_Provided records:_
• • • • •
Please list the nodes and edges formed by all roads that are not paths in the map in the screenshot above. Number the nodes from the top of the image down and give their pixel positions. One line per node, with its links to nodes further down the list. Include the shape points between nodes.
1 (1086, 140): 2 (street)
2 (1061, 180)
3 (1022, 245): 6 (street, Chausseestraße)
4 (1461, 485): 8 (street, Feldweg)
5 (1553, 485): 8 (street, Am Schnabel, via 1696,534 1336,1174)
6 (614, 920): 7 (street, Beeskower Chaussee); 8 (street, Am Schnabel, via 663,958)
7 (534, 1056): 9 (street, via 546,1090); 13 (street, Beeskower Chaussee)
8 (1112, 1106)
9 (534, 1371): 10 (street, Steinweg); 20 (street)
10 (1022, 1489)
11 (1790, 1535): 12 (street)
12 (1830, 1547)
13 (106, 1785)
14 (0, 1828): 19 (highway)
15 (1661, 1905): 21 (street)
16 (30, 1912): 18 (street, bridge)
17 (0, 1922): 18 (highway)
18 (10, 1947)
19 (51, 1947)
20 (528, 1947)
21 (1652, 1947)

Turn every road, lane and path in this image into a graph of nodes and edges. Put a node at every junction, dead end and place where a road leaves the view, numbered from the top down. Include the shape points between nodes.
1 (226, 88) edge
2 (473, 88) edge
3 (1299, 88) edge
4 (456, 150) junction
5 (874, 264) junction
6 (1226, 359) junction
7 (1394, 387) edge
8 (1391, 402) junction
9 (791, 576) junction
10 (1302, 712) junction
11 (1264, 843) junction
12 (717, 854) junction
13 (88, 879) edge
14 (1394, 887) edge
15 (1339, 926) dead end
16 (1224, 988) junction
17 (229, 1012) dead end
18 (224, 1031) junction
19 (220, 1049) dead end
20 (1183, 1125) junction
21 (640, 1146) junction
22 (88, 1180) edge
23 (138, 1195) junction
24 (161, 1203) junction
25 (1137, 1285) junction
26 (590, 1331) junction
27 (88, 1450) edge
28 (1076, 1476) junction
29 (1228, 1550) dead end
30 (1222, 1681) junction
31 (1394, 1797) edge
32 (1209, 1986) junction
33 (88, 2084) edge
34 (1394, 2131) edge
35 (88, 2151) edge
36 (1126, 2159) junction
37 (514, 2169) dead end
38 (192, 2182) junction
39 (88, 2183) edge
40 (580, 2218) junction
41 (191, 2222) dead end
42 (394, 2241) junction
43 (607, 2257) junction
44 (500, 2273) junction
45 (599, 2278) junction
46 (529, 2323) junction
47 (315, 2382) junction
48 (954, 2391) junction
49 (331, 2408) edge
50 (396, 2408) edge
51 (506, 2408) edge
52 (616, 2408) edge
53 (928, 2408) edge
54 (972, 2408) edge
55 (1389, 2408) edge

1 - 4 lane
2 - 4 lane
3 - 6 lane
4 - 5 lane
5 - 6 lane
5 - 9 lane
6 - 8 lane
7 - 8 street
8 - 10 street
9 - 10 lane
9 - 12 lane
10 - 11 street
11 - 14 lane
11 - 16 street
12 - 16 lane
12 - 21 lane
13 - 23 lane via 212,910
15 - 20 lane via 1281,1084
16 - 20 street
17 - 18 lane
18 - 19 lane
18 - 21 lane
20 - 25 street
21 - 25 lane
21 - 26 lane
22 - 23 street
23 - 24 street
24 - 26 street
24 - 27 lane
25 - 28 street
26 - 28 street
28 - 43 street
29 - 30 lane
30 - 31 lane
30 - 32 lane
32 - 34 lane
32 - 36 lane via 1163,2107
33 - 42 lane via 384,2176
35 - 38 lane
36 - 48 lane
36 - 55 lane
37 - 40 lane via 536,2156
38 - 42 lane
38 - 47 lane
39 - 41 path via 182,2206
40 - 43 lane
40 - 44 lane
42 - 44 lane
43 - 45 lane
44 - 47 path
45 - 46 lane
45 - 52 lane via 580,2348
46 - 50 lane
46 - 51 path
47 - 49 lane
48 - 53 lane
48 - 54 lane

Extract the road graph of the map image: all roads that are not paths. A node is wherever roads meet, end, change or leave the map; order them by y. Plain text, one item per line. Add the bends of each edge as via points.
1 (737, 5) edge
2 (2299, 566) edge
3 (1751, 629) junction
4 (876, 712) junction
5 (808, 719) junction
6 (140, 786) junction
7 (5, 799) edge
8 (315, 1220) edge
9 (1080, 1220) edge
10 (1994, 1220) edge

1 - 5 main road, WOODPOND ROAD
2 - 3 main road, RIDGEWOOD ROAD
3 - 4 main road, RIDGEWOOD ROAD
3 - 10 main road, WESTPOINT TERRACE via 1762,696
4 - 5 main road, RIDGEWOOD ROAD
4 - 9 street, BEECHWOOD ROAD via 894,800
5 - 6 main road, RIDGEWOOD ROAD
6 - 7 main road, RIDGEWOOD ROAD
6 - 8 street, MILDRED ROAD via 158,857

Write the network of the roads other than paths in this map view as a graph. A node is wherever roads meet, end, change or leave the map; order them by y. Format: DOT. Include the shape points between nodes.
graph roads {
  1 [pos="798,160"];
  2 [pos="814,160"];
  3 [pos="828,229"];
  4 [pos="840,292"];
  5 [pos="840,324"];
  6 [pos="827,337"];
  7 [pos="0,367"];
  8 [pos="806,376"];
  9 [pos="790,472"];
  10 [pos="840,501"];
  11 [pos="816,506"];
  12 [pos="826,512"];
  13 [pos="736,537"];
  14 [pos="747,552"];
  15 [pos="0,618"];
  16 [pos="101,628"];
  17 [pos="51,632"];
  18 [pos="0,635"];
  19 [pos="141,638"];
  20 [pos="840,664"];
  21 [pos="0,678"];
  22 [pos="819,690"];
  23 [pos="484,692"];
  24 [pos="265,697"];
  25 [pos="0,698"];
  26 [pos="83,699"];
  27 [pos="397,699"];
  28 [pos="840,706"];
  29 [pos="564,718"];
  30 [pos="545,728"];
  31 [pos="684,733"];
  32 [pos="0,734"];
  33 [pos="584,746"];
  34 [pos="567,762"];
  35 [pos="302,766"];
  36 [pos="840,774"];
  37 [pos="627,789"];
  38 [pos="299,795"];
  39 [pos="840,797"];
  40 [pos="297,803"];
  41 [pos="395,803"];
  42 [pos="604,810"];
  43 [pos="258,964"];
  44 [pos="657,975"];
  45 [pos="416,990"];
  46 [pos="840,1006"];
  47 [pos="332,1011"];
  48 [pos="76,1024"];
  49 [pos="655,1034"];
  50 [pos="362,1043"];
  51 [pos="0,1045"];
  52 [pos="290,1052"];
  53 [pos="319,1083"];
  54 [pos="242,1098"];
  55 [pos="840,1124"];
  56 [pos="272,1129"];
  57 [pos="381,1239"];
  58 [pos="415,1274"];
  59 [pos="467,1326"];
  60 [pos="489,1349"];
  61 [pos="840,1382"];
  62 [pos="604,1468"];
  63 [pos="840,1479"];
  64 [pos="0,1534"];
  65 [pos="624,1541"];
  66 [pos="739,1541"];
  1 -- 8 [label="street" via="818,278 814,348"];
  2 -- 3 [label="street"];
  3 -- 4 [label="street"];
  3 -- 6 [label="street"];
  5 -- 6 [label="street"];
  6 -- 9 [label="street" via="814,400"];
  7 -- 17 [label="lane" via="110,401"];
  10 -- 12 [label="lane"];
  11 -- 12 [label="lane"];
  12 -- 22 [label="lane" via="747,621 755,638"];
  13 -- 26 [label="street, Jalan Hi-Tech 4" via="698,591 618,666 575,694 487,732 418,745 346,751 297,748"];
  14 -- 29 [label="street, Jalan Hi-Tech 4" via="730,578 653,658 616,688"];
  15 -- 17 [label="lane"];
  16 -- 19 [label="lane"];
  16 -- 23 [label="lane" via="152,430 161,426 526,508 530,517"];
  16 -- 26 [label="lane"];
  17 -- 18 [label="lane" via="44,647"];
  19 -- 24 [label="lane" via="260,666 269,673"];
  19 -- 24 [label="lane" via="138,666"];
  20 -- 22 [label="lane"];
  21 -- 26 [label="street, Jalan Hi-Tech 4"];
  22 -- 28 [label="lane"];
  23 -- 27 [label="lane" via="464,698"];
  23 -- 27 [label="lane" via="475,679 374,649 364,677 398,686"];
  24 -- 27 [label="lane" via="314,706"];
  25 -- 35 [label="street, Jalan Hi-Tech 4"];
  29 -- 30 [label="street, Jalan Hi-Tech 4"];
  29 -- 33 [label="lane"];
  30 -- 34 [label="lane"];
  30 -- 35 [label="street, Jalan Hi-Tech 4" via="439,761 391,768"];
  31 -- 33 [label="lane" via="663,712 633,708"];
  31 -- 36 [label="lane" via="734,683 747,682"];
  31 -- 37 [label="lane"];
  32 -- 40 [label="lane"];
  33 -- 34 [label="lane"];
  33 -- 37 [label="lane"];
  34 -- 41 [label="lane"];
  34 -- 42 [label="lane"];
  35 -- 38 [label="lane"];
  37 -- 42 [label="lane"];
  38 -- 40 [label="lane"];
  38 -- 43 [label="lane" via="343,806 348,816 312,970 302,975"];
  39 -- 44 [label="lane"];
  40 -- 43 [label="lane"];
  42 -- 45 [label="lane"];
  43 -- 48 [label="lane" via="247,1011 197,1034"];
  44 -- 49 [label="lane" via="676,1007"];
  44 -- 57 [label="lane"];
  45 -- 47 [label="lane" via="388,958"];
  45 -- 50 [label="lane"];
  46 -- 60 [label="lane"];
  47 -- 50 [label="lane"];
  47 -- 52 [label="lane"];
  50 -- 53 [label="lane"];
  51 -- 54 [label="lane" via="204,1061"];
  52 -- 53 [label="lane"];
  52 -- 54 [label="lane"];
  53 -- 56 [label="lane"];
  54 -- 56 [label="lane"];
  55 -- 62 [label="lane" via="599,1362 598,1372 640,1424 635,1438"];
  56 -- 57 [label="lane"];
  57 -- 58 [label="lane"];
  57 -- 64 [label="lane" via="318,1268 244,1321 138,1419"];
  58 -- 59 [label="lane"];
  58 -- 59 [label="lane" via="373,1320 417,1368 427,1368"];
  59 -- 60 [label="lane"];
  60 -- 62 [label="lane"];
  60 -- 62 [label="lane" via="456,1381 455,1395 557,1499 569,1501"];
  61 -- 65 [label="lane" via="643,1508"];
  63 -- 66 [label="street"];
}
• • • • •
If a line in the entries contains the word "Beeskower", copy that line out.

_Task answer:_
6 (614, 920): 7 (street, Beeskower Chaussee); 8 (street, Am Schnabel, via 663,958)
7 (534, 1056): 9 (street, via 546,1090); 13 (street, Beeskower Chaussee)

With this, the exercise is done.